Over the next couple of days, equipment will be lowered down the 2,625-foot (800-meter)-deep hole to carry out measurements and to obtain water samples for further study on board container-based scientific laboratories on the surface. As of Sunday (Jan. 27), the WISSARD team said they may have penetrated the lake surface.

"Sensors on the hot water drill show a water pressure change, indicating that the borehole has connected with the lake," they write on the WISSARD blog. "Verification awaits visual images from a down-borehole camera this evening. We are excited about the latest developments at the lake!" (Photos: Subglacial Lake Whillans Drilling Site)

PHOTOS: Extreme Engineering in Antarctica

The bottom of the world

On Dec. 9, I visited the WISSARD test site on the Ross Ice Shelf, just off the coast of the Antarctic continent and close to McMurdo Station, as a selected member of the NSF Antarctic media visit program.

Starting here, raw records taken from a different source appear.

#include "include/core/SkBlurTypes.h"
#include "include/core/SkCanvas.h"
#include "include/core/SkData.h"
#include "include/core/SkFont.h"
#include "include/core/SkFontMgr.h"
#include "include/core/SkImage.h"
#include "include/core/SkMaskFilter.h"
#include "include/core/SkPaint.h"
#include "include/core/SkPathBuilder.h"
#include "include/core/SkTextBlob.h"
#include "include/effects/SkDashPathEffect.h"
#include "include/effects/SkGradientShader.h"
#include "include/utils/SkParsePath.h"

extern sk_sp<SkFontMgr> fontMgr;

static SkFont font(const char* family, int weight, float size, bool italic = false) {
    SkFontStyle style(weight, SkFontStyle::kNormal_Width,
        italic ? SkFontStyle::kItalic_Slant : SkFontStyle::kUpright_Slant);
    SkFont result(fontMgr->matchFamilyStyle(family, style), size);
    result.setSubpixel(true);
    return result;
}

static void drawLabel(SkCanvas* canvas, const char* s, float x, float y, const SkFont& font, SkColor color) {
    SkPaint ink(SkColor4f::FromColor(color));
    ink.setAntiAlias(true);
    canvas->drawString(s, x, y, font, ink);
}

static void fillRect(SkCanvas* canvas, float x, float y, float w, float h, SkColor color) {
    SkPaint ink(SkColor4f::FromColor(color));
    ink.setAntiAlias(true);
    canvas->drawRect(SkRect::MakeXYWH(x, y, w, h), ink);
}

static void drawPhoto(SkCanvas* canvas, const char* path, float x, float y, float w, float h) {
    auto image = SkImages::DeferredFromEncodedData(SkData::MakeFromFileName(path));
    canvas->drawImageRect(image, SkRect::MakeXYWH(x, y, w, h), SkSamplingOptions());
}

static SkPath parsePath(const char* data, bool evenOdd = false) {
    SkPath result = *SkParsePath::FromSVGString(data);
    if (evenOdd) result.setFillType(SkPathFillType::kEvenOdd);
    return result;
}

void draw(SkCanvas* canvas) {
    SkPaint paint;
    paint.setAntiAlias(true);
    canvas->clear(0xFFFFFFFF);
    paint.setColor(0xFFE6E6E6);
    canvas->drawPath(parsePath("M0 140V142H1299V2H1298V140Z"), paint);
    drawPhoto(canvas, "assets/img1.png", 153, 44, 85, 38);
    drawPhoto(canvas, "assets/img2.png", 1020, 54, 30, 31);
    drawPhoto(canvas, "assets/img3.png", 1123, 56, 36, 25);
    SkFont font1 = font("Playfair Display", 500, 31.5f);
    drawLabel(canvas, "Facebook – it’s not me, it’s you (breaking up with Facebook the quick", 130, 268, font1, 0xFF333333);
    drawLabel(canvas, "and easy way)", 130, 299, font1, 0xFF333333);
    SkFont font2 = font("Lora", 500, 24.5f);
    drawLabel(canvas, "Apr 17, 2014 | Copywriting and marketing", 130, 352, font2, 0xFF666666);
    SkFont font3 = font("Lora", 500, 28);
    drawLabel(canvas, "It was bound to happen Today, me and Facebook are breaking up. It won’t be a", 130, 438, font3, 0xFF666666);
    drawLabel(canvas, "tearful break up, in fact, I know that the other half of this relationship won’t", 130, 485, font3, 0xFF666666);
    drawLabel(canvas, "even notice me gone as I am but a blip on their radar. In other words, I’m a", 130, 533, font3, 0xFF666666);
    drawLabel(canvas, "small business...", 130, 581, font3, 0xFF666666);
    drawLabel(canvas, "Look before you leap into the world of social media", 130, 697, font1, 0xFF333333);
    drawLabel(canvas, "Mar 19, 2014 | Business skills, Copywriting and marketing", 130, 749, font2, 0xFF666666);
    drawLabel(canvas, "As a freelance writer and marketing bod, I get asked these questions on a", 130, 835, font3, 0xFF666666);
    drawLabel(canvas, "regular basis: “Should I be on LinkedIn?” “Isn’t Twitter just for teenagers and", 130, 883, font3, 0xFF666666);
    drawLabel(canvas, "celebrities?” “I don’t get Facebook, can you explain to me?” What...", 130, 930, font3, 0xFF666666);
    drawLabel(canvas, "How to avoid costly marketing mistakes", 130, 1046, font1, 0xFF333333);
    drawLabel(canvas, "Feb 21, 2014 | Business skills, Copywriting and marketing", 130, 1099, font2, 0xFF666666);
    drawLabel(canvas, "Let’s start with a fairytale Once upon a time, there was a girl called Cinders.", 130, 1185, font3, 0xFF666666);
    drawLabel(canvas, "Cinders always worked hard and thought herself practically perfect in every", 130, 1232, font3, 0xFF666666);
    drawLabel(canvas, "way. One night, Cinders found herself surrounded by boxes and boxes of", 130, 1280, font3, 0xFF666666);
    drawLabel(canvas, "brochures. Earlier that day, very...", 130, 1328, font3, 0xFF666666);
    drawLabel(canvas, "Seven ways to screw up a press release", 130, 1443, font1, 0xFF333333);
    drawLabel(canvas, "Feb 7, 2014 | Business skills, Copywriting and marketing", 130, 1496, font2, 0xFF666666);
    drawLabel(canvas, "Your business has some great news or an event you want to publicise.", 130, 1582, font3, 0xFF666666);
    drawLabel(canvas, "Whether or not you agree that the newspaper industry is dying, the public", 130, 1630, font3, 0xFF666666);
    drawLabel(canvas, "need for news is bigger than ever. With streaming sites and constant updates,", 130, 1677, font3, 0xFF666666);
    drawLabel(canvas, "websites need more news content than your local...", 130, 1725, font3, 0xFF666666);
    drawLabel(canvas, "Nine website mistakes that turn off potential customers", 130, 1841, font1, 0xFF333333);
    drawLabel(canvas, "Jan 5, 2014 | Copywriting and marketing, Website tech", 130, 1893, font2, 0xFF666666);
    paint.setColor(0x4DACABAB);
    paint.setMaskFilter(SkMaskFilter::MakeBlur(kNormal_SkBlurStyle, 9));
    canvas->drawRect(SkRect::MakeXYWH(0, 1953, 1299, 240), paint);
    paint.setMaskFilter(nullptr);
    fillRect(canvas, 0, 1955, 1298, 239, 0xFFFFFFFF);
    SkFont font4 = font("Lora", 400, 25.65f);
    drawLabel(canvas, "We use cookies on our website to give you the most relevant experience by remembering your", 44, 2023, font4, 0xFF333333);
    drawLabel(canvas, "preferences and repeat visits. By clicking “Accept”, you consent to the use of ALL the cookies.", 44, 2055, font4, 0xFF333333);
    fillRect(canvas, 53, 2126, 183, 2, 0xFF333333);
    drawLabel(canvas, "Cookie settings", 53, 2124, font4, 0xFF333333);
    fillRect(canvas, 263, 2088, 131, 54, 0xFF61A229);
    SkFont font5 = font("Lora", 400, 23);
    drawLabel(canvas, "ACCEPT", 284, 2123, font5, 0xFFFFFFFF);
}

The test site resembled a small factory, with generators, water tanks, labs, workshops, data centers and, of course, the actual drilling platform – all mounted on giant skis. In the background were the tractors that would pull the whole installation to Lake Whillans, across hundreds of miles of solid ice.

"This is a first go," said Ross Powell of the University of Northern Illinois, one of WISSARD's 13 principal investigators. "Next year we hope to return to drill more holes."

Frank Rack, a geologic oceanographer of the University of Nebraska who leads the WISSARD drill team, explained how a powerful jet of pressurized hot water is used to melt a hole in the ice.

"Our hot water drill is state-of-the-art," Rack said. Part of the system, including two 225-kilowatt generators and the power distribution modules, had previously been used to drill the holes for the IceCube Neutrino Observatory at the South Pole. The technique is simple in principle, but prone to unexpected problems. "My biggest worry is that something might get stuck," Powell said. With the successful completion of the actual drilling at Lake Whillans, this worry has now been laid to rest.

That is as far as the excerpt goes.